And even then he had known that Gran and Granpa were only a few metres away.

On the High Street he was never alone. And that was the way Barney liked it. The only way he could imagine it. It was a fact. There was always someone to hang around with. There was always something happening, even if the happening was more or less inactive, like lying round with Ren – or Jack, or Benjamin – and debating the relative merits of the Tintin books, or the time travel in
Twelve Monkeys
, or chocolate-covered liquorice as opposed to liquorice-covered chocolate.

And if there wasn’t something happening he had the power to make it happen by dreaming up a film and dragooning everyone into it.
C’mon
.

Parents were occasionally demanding, of course, and school was an inconvenience, but the really good thing about adults was they took care of all the basics: food, clothes, money and video cameras. They left you free to concentrate on vital matters like thethrillingalchemy – or the unaccountable and absorbing business of hand-delivered envelopes apparently addressed to oneself.

YOU.

Barney paused
Treasure Island
. He removed the earphones and surveyed the classroom. Everyone reading obediently. Ms Bloodworth was absorbed in her own book. The cover showed an angel in an orange dress and black gumboots. Her arms were outstretched.

A most uncomfortable thought pushed its way to the surface of his mind.

He pictured Obi and Girl in their Post Office cave. The little homemade nest. The huddle of their possessions. No adults. No school. Making their zines and their games. Answerable to no one.
Molto
great, Barney had thought in the days after his first visit, and again when he had filmed them drawing.

But.

How would it be to have no food waiting for you when you needed to eat?

To gather your clothes furtively, under threat of arrest?

To sleep in a boarded-up public building, on a bumpy bed of cushions?

To hide among strangers?

To draw pictures, make stories and games – odd, marvellous things – but have no one to show them to, to approve of them extravagantly, to tell you how marvellous you were?

We liked your life.

We should have left, but we couldn’t stop watching.

Barney looked out the window at the empty playground equipment, the climbing wall and monkey bars, the volleyball net and hopscotch squares. It would all be swarming with kids in ten minutes’ time.

He was such a lunkhead. And a lummox. Possibly even a drongo. And a drip. (Terms of derision favoured by Albert and Mum, respectively.)

And maybe, really, truly, a megalomaniac.

Barney put his head in his hands and pulled fistfuls of his hair, just quietly, not to distract anyone’s reading.

He had been so enthralled – in an anxious sort of way – by the Street adventurers’ flinty personalities, their cagey ways. He had been so impressed by their artistic abilities, their pictures and games, their provocative play. Most of all, he had been so incredibly
pleased to hear that the envelopes had been an attempt to make friends with him and Ren. He had been kind of dizzy with the pride of it. It was all he could think about after The First Post Office Interview.

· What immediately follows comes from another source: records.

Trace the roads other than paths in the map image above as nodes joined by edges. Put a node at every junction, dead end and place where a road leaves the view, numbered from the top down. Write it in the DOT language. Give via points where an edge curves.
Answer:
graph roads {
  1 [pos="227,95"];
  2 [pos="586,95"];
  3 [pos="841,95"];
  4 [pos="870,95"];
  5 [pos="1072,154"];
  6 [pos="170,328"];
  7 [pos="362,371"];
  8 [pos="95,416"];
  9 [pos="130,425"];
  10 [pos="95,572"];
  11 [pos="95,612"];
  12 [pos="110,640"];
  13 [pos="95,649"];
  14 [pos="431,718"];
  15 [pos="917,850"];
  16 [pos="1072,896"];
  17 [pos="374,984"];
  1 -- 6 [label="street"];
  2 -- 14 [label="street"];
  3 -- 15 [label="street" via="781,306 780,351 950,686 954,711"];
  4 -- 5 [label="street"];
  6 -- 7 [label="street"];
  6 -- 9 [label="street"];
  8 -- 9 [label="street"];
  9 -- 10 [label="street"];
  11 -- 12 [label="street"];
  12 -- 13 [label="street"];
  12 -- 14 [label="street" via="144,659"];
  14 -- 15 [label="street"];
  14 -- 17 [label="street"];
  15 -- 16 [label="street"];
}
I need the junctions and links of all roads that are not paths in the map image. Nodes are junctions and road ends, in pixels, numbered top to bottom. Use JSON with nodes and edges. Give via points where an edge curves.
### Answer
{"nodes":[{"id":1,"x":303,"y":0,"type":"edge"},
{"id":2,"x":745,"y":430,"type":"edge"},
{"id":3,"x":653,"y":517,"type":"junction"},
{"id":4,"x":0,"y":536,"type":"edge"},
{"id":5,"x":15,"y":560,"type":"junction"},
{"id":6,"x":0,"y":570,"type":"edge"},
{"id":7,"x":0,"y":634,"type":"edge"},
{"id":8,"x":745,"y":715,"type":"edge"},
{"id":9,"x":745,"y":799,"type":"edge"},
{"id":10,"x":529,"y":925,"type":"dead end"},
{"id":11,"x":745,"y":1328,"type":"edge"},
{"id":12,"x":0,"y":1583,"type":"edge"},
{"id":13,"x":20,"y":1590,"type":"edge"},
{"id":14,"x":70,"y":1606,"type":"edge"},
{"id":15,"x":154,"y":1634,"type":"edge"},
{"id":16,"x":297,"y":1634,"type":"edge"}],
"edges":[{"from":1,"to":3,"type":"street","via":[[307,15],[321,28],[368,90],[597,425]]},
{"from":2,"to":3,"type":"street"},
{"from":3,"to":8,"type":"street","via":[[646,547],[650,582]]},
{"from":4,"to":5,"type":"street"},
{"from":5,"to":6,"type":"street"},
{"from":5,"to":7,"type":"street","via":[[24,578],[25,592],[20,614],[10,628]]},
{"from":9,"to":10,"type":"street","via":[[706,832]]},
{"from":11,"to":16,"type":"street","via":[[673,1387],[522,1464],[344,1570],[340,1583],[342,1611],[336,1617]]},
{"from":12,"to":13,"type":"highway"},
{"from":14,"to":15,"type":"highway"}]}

But now the things Obi and Girl had said and done sounded quite differently in his head.

We couldn’t stop watching
.

If he thought about it hard, if he really
thought
, if he stood outside of himself and viewed himself and the Street from another angle (Barney imagined another camera fixed on the view) he could see quite clearly that watching his, Barney Kettle’s life – the Street-owning, Writer/Director,
confidenceandpurposeandvisionandaction
-driven, instruction-shouting, witlessly happy, megalomaniacal life he enjoyed – might be amusing and entertaining enough. A+ viewing. Up to a point.

But,
We couldn’t stop watching
, he heard now, had quite another meaning beneath its eager surface. There was another story behind the words. Another untold story.

Barney leaned back in his chair and sought the reliable vista of the Port Hills. It was always there. An orienting landmark.

But despite the hills and the solidity of his desk and the dependable presence of his classmates and teacher, he felt almost wobbly – in his stomach, in his legs, in his lummoxy head.

He was remembering when he had been best friends with Wilton Maxwell and had gone often to his house to play. Wilton and his family had once lived in an apartment in the South Precinct but now had a mansion on the west side of town.

Wilton’s house had been like Ali Baba’s cave. Everything in it was shiny, even glittery; some things appeared to be made of actual gold. Wilton had a widescreen television, his own laptop, a milkshake machine, a dishwasher, and an entire room just for his Lego structures, which were large and eye-watering but could only be touched by Wilton.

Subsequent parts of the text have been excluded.